Python script node error when executing in the workflow only with 38M rows, but runs fine at a few million.

RVC2023 · April 22, 2024, 8:32am

Environment:

Virtual machine with 880 GB RAM, Windows 11
KNIME 5.2.3, Columnar Backend
Anaconda installation

I have a python script that works in configuration mode with the full 37.7M samples, and in the workflow if I row-sample my data at 5%. But when I apply the full sample (about 37.7M rows (and up to 50M coming in a later version of the project) the python script gets to 70% and then fails with this error in the KNIME Console:

ERROR Python Script 3:393 An exception was raised by the Python Proxy.
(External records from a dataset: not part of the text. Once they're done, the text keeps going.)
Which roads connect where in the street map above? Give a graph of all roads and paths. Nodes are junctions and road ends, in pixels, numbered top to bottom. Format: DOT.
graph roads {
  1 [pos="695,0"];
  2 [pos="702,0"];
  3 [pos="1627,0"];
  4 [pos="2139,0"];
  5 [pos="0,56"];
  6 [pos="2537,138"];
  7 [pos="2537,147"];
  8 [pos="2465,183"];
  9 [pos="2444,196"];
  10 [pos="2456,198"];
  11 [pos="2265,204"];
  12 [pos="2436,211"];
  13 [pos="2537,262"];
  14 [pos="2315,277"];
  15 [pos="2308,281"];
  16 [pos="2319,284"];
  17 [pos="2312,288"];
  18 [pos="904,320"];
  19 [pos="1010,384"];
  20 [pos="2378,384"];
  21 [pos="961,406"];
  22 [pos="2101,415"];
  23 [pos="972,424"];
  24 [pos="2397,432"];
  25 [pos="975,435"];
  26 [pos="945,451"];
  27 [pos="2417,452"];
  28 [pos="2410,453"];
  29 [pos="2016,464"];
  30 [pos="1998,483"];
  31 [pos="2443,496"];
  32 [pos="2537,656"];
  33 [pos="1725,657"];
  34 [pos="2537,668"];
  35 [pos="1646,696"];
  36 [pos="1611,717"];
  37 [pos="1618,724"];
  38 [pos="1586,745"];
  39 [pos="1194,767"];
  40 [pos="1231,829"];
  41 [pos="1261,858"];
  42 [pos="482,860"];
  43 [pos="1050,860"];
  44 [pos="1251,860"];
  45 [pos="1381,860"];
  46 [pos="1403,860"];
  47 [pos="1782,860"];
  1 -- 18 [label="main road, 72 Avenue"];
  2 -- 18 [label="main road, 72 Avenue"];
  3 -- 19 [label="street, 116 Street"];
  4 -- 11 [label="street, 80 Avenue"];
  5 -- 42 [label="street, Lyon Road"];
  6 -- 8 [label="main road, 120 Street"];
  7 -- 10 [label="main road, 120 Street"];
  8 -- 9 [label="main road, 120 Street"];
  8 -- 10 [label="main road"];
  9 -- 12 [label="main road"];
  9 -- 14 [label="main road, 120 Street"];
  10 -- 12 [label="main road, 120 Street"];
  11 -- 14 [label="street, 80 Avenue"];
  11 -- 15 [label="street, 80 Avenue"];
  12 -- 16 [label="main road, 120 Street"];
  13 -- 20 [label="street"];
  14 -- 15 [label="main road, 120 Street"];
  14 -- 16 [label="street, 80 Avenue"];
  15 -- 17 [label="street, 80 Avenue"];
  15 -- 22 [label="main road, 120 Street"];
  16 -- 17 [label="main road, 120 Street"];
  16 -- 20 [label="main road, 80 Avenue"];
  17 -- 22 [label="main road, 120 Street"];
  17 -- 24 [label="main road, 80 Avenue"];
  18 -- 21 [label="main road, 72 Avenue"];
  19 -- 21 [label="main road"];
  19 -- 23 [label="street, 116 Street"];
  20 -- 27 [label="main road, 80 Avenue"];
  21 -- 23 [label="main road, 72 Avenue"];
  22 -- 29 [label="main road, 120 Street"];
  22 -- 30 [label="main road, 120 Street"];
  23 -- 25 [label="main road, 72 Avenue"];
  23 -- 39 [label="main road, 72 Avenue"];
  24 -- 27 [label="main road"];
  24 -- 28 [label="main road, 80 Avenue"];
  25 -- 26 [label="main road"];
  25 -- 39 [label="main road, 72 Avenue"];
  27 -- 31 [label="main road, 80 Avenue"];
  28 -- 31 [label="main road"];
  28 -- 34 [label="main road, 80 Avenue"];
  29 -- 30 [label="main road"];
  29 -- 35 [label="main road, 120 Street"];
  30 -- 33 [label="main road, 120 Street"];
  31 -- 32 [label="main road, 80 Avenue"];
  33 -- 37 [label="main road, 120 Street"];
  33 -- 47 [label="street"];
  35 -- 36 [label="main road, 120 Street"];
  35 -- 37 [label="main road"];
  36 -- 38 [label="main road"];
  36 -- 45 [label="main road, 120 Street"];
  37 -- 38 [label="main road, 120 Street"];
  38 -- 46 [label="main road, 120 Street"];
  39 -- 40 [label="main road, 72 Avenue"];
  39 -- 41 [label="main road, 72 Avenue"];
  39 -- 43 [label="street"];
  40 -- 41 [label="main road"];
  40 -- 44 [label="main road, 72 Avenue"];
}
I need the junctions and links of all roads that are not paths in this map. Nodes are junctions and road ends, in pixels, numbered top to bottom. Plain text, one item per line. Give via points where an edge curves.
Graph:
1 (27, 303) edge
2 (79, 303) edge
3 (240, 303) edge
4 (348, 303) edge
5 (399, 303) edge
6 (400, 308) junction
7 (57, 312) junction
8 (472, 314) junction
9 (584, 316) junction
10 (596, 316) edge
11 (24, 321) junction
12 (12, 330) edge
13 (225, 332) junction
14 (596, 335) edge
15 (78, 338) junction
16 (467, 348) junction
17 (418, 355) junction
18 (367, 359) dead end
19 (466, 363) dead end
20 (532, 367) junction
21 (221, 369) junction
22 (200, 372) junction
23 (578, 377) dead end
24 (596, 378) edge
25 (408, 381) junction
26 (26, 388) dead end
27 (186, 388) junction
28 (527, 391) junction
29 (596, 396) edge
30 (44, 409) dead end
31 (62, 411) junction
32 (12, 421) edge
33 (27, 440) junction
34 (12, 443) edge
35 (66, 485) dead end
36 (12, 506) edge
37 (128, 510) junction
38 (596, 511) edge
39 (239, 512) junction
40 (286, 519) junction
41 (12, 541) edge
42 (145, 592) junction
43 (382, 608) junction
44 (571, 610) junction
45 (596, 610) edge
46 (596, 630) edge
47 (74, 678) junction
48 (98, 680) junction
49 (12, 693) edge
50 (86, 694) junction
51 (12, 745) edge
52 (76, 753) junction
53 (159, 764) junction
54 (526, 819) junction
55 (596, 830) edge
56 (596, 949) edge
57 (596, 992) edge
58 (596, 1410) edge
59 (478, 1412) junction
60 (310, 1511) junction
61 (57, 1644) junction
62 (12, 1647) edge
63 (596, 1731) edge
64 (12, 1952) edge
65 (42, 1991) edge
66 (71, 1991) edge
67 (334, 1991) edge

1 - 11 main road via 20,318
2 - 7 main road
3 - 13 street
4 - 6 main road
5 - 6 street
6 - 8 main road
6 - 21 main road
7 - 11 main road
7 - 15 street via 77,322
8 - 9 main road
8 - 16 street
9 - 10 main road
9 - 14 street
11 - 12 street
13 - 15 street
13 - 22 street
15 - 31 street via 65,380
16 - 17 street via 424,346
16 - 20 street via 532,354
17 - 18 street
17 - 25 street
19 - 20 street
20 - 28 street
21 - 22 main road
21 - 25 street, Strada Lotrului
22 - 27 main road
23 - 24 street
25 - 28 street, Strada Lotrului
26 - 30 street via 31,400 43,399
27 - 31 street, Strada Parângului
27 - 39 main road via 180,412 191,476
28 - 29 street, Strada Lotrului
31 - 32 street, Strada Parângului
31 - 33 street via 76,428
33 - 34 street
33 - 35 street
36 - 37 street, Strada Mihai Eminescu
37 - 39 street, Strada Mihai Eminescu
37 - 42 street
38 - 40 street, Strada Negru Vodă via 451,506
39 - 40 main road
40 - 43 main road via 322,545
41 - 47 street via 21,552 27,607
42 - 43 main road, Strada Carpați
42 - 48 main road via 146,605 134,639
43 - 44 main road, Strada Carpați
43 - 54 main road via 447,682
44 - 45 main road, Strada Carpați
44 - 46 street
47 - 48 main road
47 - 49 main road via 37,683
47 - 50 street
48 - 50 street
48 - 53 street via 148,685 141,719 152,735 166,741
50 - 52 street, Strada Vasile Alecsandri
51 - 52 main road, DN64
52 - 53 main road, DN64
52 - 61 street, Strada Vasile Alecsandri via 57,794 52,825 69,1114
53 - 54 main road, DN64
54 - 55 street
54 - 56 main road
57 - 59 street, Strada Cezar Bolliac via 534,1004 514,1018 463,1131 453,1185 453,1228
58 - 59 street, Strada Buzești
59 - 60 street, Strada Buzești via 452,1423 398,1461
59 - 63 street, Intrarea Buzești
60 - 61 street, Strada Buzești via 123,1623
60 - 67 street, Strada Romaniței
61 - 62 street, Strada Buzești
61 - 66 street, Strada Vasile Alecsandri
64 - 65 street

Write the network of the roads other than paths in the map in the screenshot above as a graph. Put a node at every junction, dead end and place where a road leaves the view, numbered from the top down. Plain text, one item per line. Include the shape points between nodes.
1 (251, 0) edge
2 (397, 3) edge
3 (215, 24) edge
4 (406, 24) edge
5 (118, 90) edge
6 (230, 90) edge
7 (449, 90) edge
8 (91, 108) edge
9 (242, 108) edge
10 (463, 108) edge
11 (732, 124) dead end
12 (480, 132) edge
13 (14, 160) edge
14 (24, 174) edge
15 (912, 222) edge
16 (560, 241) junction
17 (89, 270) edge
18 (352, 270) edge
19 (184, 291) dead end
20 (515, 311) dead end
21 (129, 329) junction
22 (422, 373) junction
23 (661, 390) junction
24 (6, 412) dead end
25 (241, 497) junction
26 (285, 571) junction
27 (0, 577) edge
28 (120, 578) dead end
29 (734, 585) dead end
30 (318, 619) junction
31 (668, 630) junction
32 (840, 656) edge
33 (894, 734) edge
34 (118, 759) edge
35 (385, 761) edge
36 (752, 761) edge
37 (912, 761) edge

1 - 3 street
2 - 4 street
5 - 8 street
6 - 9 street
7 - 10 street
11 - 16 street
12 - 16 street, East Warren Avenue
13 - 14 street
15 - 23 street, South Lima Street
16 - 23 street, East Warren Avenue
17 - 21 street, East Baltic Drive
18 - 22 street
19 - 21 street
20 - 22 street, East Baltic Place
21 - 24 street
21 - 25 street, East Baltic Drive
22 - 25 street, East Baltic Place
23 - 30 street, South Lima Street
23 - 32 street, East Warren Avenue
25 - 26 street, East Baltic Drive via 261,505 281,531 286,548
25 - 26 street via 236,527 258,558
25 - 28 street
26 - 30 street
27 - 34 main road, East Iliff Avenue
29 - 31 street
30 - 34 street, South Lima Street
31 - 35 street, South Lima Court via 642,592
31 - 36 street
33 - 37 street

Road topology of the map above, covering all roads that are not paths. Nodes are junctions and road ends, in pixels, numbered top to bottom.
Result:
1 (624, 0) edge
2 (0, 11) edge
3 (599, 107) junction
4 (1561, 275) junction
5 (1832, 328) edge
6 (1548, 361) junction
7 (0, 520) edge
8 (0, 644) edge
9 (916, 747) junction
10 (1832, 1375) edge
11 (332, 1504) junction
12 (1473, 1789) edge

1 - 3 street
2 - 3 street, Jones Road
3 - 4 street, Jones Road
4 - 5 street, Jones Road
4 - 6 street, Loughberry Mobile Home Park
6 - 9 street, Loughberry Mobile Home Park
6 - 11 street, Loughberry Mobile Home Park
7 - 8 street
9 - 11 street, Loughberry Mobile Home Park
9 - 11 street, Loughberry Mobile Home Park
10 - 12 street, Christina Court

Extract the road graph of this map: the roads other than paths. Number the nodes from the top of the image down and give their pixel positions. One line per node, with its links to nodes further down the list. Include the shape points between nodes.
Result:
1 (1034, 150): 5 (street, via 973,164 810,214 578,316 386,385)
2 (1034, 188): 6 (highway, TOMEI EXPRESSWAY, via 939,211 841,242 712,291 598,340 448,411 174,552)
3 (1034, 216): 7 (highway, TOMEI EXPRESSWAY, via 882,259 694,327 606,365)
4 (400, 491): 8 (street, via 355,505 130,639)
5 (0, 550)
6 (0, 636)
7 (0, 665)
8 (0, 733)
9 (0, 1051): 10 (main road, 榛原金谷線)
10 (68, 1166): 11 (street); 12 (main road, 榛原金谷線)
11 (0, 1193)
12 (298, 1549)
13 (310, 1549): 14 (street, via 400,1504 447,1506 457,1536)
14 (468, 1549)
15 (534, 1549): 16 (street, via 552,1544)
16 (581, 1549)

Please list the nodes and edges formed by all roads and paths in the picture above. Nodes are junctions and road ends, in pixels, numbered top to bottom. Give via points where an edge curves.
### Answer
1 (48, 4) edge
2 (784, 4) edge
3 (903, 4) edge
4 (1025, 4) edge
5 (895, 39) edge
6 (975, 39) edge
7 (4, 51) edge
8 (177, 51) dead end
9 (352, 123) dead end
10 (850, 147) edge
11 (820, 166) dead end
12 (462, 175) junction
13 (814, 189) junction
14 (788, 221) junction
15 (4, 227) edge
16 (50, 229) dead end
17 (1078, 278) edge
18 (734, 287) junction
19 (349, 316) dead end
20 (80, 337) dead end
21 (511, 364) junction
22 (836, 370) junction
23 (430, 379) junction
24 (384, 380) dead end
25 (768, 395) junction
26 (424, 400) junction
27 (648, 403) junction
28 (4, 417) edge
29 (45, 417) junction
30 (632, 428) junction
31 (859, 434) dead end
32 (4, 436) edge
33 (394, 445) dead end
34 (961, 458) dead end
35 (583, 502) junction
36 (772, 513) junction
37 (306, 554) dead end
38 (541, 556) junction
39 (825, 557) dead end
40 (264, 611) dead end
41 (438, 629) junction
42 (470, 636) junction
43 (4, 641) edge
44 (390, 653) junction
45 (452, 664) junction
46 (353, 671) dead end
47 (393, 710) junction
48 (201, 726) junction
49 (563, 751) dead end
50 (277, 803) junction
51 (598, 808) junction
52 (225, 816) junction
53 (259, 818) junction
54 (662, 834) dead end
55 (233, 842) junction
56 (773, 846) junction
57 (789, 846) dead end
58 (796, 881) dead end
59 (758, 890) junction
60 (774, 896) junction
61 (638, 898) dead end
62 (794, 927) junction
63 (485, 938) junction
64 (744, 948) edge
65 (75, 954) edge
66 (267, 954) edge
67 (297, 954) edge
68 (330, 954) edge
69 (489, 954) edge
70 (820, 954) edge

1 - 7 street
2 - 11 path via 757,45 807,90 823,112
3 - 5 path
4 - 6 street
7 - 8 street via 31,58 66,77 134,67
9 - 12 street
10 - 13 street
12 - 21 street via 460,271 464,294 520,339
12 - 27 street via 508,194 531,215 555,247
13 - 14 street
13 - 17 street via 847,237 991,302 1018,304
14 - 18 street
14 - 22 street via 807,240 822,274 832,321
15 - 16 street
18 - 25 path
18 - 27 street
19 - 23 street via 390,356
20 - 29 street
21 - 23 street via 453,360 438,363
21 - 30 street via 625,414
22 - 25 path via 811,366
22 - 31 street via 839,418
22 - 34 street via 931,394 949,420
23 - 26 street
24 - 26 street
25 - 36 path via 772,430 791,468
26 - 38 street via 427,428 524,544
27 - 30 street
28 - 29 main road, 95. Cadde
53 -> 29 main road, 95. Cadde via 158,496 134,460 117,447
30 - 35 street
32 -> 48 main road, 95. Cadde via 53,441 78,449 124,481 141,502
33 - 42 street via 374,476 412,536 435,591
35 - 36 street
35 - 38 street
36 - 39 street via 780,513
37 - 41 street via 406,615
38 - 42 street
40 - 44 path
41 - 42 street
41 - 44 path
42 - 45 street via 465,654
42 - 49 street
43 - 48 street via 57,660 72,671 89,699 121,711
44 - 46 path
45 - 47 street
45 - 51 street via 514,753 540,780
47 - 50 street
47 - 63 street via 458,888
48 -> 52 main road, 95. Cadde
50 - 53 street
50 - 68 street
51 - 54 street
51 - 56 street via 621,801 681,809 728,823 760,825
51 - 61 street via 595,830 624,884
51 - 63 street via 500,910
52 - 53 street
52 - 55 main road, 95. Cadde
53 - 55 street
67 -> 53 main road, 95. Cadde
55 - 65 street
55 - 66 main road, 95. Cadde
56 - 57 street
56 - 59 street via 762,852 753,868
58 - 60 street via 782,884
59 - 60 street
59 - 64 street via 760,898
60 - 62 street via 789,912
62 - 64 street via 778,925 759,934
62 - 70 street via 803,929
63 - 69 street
Return Message: Traceback (most recent call last):

File “C:\ProgramData\anaconda3\envs\py3_knime_3\lib\site-packages\py4j\clientserver.py”, line 617, in _call_proxy*
return_value = getattr(self.pool[obj_id], method)(params)
File “C:\Program Files\KNIME\plugins\org.knime.python3.scripting.nodes_5.2.3.v202403221416\src\main\python_knime_scripting_launcher.py”, line 237, in closeOutputs*
raise e*
File “C:\Program Files\KNIME\plugins\org.knime.python3.scripting.nodes_5.2.3.v202403221416\src\main\python_knime_scripting_launcher.py”, line 231, in closeOutputs*
self._backends.tear_down_arrow(flush=check_outputs)*
File “C:\Program Files\KNIME\plugins\org.knime.python3.scripting.nodes_5.2.3.v202403221416\src\main\python\knime\scripting_backend.py”, line 345, in tear_down_arrow*
b.tear_down_arrow(flush and is_active_backend)*
File “C:\Program Files\KNIME\plugins\org.knime.python3.scripting.nodes_5.2.3.v202403221416\src\main\python\knime\scripting_backend.py”, line 186, in tear_down_arrow*
self._write_all_tables()*
File “C:\Program Files\KNIME\plugins\org.knime.python3.scripting.nodes_5.2.3.v202403221416\src\main\python\knime\scripting_backend.py”, line 173, in _write_all_tables*
table._write_to_sink(sink)*
File “C:\Program Files\KNIME\plugins\org.knime.python3.arrow_5.2.0.v202311290857\src\main\python\knime_arrow_table.py”, line 321, in _write_to_sink*
sink.write(batch)*
File “C:\Program Files\KNIME\plugins\org.knime.python3.arrow_5.2.0.v202311290857\src\main\python\knime_arrow_backend.py”, line 392, in write*
self._write_batch(data)*
File “C:\Program Files\KNIME\plugins\org.knime.python3.arrow_5.2.0.v202311290857\src\main\python\knime_arrow_backend.py”, line 397, in _write_batch*
raise ValueError(*
ValueError: Tried writing a batch after a batch with a different size than the first batch. Only the last batch of a table can have a different size than the first batch.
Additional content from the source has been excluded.